Life is a commodity

by donkey 6 Replies latest jw friends

  • donkey
    donkey

    With the advances in genetic engineering we are entering the new commercialism: patents on living things.

    Due the fact that we are able to modify genes in living organisms or create new or hybrid organisms governments and corporations have been patenting evrything that moves. Do you agree with allowing them to do so? Should the patents be internationally enforced? If we take out the financial incentive will we experience the benefits from the science?

    I am intrigued by what others think of this.

    Donkey

  • donkey
    donkey

    Some background on how this became legal:

    Ananda Chakrabarty, a microbiologist at the General Electric Research and

    The patent was denied and ultimately ended up going though the court system all the way to the Supreme Court. The Supreme Court, in a 5-4 ruling, held that a live, human-made micro-organism is patentable subject matter.

    Other countries such as India have refused to allow patents on living organisms - so we enter the biotech age with conflicting world views on the reality of the industry. Biotech will forever change the face of this planet - for better or for worse. Conflicts over the ethics and attempts to stop it will continue but will ultimately fail. Having life patents will ensure that it occurs - there is always success where there is incentive and putting the patentability on the line has enabled this to occur.

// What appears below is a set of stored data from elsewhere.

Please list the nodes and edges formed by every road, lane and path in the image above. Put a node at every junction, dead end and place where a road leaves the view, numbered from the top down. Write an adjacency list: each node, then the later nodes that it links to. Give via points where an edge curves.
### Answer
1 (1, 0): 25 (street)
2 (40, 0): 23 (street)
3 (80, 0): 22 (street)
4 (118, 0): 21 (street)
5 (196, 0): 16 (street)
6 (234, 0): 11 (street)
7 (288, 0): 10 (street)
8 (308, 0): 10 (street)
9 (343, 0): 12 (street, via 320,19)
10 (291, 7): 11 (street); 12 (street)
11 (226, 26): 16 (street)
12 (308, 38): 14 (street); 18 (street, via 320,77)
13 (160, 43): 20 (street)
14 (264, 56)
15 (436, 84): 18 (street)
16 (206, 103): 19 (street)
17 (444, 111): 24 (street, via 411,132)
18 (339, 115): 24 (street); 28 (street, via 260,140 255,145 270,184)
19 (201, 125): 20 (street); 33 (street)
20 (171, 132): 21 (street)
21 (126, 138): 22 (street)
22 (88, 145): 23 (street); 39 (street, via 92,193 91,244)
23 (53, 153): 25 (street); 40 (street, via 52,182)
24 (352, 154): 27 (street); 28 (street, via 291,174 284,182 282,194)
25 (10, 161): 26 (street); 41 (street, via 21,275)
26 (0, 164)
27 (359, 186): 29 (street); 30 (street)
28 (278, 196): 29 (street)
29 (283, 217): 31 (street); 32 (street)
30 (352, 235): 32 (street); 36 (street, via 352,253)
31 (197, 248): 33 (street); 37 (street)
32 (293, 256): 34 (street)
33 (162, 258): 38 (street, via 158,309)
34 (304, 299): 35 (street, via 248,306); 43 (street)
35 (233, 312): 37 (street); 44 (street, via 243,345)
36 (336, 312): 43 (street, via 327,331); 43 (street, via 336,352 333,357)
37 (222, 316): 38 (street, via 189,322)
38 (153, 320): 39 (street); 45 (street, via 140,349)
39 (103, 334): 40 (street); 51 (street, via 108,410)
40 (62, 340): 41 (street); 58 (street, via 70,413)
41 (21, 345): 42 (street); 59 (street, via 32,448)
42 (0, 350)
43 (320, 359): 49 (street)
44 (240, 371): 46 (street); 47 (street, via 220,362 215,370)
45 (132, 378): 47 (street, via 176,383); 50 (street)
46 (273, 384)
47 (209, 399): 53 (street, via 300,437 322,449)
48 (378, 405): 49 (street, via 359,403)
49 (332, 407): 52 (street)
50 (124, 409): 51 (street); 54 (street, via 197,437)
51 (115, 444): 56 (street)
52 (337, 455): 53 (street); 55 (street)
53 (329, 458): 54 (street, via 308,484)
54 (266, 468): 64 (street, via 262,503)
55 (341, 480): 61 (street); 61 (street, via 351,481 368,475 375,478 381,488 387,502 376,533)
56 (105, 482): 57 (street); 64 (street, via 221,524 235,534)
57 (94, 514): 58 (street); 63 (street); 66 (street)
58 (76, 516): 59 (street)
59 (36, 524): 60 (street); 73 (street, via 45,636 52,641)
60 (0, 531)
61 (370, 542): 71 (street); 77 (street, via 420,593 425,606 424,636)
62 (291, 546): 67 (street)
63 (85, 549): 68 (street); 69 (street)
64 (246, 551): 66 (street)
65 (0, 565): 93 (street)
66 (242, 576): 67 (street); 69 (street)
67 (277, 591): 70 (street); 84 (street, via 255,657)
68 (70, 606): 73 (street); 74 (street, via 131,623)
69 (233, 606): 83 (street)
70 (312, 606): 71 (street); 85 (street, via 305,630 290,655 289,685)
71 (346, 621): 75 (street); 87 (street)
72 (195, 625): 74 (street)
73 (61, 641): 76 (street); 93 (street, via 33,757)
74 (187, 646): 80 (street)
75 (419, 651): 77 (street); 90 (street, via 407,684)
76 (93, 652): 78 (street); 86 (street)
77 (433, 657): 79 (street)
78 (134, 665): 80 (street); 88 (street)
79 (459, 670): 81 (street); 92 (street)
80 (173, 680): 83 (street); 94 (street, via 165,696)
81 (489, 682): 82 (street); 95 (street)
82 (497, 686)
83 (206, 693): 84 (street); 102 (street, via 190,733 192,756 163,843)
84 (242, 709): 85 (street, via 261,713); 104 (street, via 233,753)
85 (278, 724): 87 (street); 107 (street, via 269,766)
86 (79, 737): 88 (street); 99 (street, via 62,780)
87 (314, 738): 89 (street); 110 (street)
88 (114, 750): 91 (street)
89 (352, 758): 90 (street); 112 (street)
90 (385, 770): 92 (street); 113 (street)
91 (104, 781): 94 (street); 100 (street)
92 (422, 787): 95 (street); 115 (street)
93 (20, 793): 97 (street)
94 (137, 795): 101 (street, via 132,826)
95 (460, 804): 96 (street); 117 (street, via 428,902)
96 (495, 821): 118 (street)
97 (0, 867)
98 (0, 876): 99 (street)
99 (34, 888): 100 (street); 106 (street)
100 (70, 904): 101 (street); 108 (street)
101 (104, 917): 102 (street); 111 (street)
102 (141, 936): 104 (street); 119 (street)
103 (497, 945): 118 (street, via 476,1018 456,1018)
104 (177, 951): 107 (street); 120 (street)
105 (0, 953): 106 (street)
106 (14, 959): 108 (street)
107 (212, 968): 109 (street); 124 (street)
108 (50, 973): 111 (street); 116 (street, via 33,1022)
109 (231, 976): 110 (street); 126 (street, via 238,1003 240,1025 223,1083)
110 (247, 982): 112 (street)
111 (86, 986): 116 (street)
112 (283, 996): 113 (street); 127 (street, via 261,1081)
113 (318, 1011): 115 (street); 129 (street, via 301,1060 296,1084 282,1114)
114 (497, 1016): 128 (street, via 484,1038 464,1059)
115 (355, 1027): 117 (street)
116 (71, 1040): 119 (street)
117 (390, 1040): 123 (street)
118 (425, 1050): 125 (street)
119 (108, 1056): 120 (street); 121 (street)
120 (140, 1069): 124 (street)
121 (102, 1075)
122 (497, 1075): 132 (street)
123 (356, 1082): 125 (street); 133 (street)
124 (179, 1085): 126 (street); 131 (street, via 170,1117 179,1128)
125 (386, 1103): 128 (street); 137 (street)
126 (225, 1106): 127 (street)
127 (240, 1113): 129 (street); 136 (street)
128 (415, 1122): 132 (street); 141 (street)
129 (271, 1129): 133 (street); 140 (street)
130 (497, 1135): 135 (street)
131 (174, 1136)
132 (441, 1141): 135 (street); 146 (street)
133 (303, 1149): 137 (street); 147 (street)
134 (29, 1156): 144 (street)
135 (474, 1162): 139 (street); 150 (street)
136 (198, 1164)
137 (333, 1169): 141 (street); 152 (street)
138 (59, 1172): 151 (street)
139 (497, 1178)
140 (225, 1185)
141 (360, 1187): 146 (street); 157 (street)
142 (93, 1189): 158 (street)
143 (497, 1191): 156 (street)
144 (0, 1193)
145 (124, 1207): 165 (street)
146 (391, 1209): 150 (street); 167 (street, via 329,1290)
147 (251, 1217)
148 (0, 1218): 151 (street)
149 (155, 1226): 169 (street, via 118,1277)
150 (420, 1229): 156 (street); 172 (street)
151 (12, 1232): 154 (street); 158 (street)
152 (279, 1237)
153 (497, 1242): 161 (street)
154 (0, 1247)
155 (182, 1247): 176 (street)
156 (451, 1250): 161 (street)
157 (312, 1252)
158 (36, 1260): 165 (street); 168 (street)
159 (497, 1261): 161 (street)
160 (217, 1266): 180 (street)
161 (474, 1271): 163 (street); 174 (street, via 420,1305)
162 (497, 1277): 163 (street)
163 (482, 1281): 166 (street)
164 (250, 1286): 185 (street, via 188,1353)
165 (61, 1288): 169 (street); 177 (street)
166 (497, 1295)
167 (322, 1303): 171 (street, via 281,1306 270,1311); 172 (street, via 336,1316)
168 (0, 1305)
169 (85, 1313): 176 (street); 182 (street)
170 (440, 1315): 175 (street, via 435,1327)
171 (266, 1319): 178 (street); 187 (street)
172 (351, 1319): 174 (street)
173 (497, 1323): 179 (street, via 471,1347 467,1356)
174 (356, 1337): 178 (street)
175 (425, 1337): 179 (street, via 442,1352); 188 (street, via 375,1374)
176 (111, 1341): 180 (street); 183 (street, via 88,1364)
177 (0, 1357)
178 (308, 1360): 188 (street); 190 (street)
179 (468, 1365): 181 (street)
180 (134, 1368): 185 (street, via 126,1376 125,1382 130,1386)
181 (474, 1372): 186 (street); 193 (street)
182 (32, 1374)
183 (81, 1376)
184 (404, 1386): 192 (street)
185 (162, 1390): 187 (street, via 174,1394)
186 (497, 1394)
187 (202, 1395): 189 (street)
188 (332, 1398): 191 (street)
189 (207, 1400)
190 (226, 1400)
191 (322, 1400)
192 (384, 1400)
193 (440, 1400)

    By the way at this time we cannot patent higher life forms but we can patent the process and building blocks for creating new varieties. One of the interesting conclusions from this is that Patenting leads to Ownership Thus in line with the 13th amendment which prohibits slavery humans cannot be patented in the USA. This has some interesting consequences for us such as: what truly is a human?

  • badboy
    badboy

    they were thinking of patenting genes(snpS)ETC,they were discussing whether it was ethical.

  • donkey
    donkey

    People currently have surgical devices implanted. These are made of plastic, steel or other substances. They almost all without exception bare the patent of the manufacturer. No one has issues with seeing these devices patented.

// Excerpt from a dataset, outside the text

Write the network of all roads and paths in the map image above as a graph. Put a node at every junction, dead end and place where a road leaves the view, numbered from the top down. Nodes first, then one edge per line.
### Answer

    Now suppose we have a manmade "living" organ grown by scientists working for a manufacturer. The organ is probably constructed by growing DNA strands and tiisue culture into the organ. This has then become an invention. Is it right to consider this organ as a patentable DEVICE? At what point should we say it ceases being a device vs a lving thing?

    Are we now cyborgs if we accept one of the artifically grown organisms? If so is a cyborg still human? At what point does the line get crossed to where the cyborg is a machine vs a human? Machines can be owned. Humans can't. This then becomes an exercise of arbitrarines moderated by law.

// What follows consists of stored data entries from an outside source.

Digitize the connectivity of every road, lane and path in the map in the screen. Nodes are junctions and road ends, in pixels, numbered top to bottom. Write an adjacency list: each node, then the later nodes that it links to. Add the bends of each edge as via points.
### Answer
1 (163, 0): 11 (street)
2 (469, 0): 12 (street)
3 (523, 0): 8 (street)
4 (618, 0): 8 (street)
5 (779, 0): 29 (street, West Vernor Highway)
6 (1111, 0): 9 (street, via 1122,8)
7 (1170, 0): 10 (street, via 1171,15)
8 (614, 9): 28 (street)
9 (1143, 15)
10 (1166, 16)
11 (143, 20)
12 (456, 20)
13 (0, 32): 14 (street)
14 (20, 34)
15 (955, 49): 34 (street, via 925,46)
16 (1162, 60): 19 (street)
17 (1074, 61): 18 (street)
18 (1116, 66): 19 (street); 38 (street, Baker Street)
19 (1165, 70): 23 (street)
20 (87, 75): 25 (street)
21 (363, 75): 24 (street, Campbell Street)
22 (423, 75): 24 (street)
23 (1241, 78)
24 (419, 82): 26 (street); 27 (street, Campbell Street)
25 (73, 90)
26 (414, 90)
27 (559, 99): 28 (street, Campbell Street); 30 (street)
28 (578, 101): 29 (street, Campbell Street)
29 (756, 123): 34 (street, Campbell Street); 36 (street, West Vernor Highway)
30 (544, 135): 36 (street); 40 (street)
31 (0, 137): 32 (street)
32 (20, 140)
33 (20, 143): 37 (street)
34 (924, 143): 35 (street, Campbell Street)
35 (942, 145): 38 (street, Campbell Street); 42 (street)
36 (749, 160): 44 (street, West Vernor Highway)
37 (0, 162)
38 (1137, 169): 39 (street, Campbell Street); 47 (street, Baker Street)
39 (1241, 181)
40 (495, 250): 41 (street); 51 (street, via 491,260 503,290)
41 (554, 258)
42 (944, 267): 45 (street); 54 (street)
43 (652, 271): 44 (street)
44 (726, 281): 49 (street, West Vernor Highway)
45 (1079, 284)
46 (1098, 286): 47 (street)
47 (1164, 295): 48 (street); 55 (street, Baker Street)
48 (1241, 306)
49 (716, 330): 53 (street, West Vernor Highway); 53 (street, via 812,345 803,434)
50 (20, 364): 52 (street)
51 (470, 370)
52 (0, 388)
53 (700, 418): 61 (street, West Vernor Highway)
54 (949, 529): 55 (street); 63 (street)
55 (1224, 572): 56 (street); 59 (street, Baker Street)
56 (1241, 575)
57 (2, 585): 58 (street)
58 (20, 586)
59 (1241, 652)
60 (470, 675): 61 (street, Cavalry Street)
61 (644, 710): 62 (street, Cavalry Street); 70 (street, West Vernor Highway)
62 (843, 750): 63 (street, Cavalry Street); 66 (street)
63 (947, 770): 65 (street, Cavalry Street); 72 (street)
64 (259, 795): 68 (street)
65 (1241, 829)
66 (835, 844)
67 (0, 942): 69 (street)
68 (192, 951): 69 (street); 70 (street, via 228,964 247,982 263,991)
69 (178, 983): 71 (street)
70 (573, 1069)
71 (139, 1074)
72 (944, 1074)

    I know this subject is probably boring to some but I find it facinating because it challenges the core of who or what we are. By extension is is applicable because it then challenges the notion of God. For instance when the "cyber-human" gets closer and closer to the line - the arbitrary line drawn by man-made law does this "cyber-human" have a soul? Where does the soul reside - what is it? At what point is there no soul?

    I will now climb back in my box and hibernate to see if anyone else is interested in this stuff.

    Donkey

  • Satanus
    Satanus

    This is an interesting subject. Capitalism seems to be the best motivater, at least at the present time. There are a few individuals who are like nicola tesla and henry ford, who have higher ideals. These peoples' accomplishments are usually forgotten, and they are miligned.

    SS

  • donkey
    donkey

    Many people have a gut answer: NO. I had that answer too when I first heard about this subject.

    But then you look at examples like DNA chips, somatic gene therapy. The imminent prospect of genetic engineering of human eggs, sperm, and embryonic cells is paving the way for the wholesale alteration of the human species and the birth of a commercially driven eugenics civilization.

    So something like a DNA chip - a commercially engineered "device". Does it behhove the engineers who created it to seek a profit? Can they prevent others from reverse engineering it and then just blatantly copying it without a protection such as a patent? If not then there is no incentive to invest and do the R&D required to produce wonders like the DNA chip.

    So I am in 2 minds about this whole issue. I want a boundary but I cannot decide where the right place is for the boundary - just the same way as I feel over abortion. I realize the boundary will be arbitrary and the law will set the boundary. This is disconcerting to me as I dislike the auhthority imposed by law because it is so random and the two sides of the line are so close with such different consequences.

    Donkey

  • donkey
    donkey

    If a human who has device implanted into it is still a human can a machine that has human parts also be a human?